The Isle of Man's acute inpatient mental health facility Manannan Court
The Isle of Man's acute inpatient mental health facility Manannan Court (Dave Kneale)

Jamie’s mental health spiralled downhill around the time of the Covid pandemic which coincided with the breakdown of a relationship.

Jamie was taking the anti-psychotic drug paliperidone which was done through a depot injection. This meant he would receive one injection a month which would slowly release the medication and would result in better compliance.

However, Jamie sometimes did not take them as he felt it ‘dulled his mind’ and ‘stifled his creativity’.

Following Jamie’s death, Manx Care produced a serious investigation report which highlighted a number of shortcomings in documentation and recording Jamie’s care. These issues have since been addressed.

Diane Watts was Jamie’s community mental health worker and had known him for a long time.

She told the inquest she had noticed a change in Jamie’s behaviour in the last week or two before he disappeared. She had asked Dr Khan to review Jamie’s case as a ‘matter of urgency’.

During the meeting with Dr Khan, Jamie agreed to further community treatment and was given a short course of medication to treat his anxiety.

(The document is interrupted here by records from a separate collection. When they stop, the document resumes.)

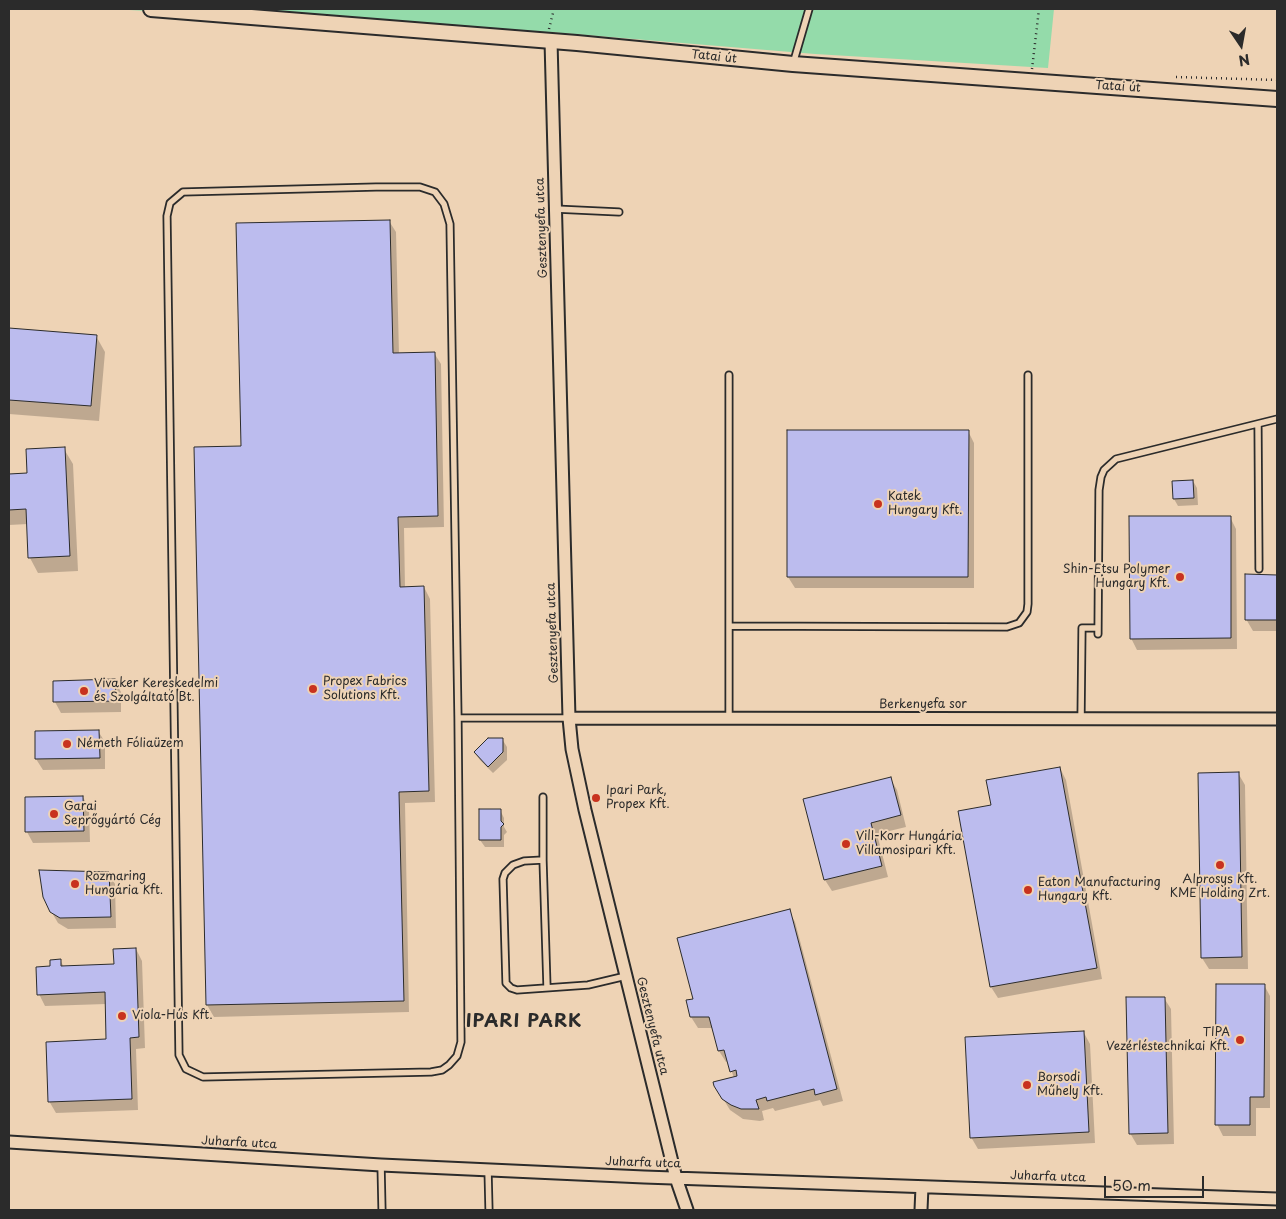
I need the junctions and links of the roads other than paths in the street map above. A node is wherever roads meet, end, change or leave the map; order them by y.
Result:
1 (151, 9) edge
2 (809, 9) edge
3 (551, 41) junction
4 (793, 64) junction
5 (1277, 99) edge
6 (555, 209) junction
7 (619, 212) dead end
8 (729, 375) dead end
9 (1028, 375) dead end
10 (1277, 419) edge
11 (1258, 424) junction
12 (1258, 569) dead end
13 (729, 626) junction
14 (458, 718) junction
15 (569, 718) junction
16 (729, 718) junction
17 (1081, 719) junction
18 (1277, 719) edge
19 (543, 797) dead end
20 (543, 860) junction
21 (626, 976) junction
22 (547, 986) junction
23 (9, 1142) edge
24 (381, 1164) junction
25 (488, 1170) junction
26 (676, 1178) junction
27 (922, 1187) junction
28 (1277, 1199) edge
29 (382, 1210) edge
30 (489, 1210) edge
31 (687, 1210) edge
32 (921, 1210) edge

1 - 3 street, Tatai út
2 - 4 lane
3 - 4 street, Tatai út
3 - 6 street, Gesztenyefa utca
4 - 5 street, Tatai út
6 - 7 lane
6 - 15 street, Gesztenyefa utca
8 - 13 lane
9 - 13 lane
10 - 11 lane
11 - 12 lane
11 - 17 lane
13 - 16 lane
14 - 14 lane
14 - 15 lane
15 - 16 street, Berkenyefa sor
15 - 21 street, Gesztenyefa utca
16 - 17 street, Berkenyefa sor
17 - 18 street, Berkenyefa sor
19 - 20 lane
20 - 22 lane
20 - 22 lane
21 - 22 lane
21 - 26 street, Gesztenyefa utca
23 - 24 street, Juharfa utca
24 - 25 street, Juharfa utca
24 - 29 lane
25 - 26 street, Juharfa utca
25 - 30 lane
26 - 27 street, Juharfa utca
26 - 31 street, Gesztenyefa utca
27 - 28 street, Juharfa utca
27 - 32 street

Once Jamie had been reported missing, police attended his flat and found a note written by Jamie in which he clearly expressed intent to take his own life.

He was spotted on CCTV leaving his home just before 11pm on September 17 with a backpack and he never returned. His phone was found placed on a letterbox in the communal area.

A crew member on a fishing vessel which was heading from Ramsey to Peel described how she and the skipper spotted a body floating off the coast of Cranstal on September 30.

They alerted the coastguard who sent out a lifeboat to pick up the body which was later identified as Jamie.

A postmortem was carried out and pathologist Dr Ervine Long concluded the probable cause of death was ‘drowning’.

After delivering a verdict of ‘suicide’, Coroner James Brooks said he had considered whether neglect in Jamie’s care was the cause of his death but ruled that out.

But he did suggest CTOs could be introduced in the island.

He said: ‘I am not satisfied I can say a CTO would have prevented Jamie’s death or other similar deaths.

‘But I express the hope consideration is given for such orders to be introduced here which could prevent future deaths.’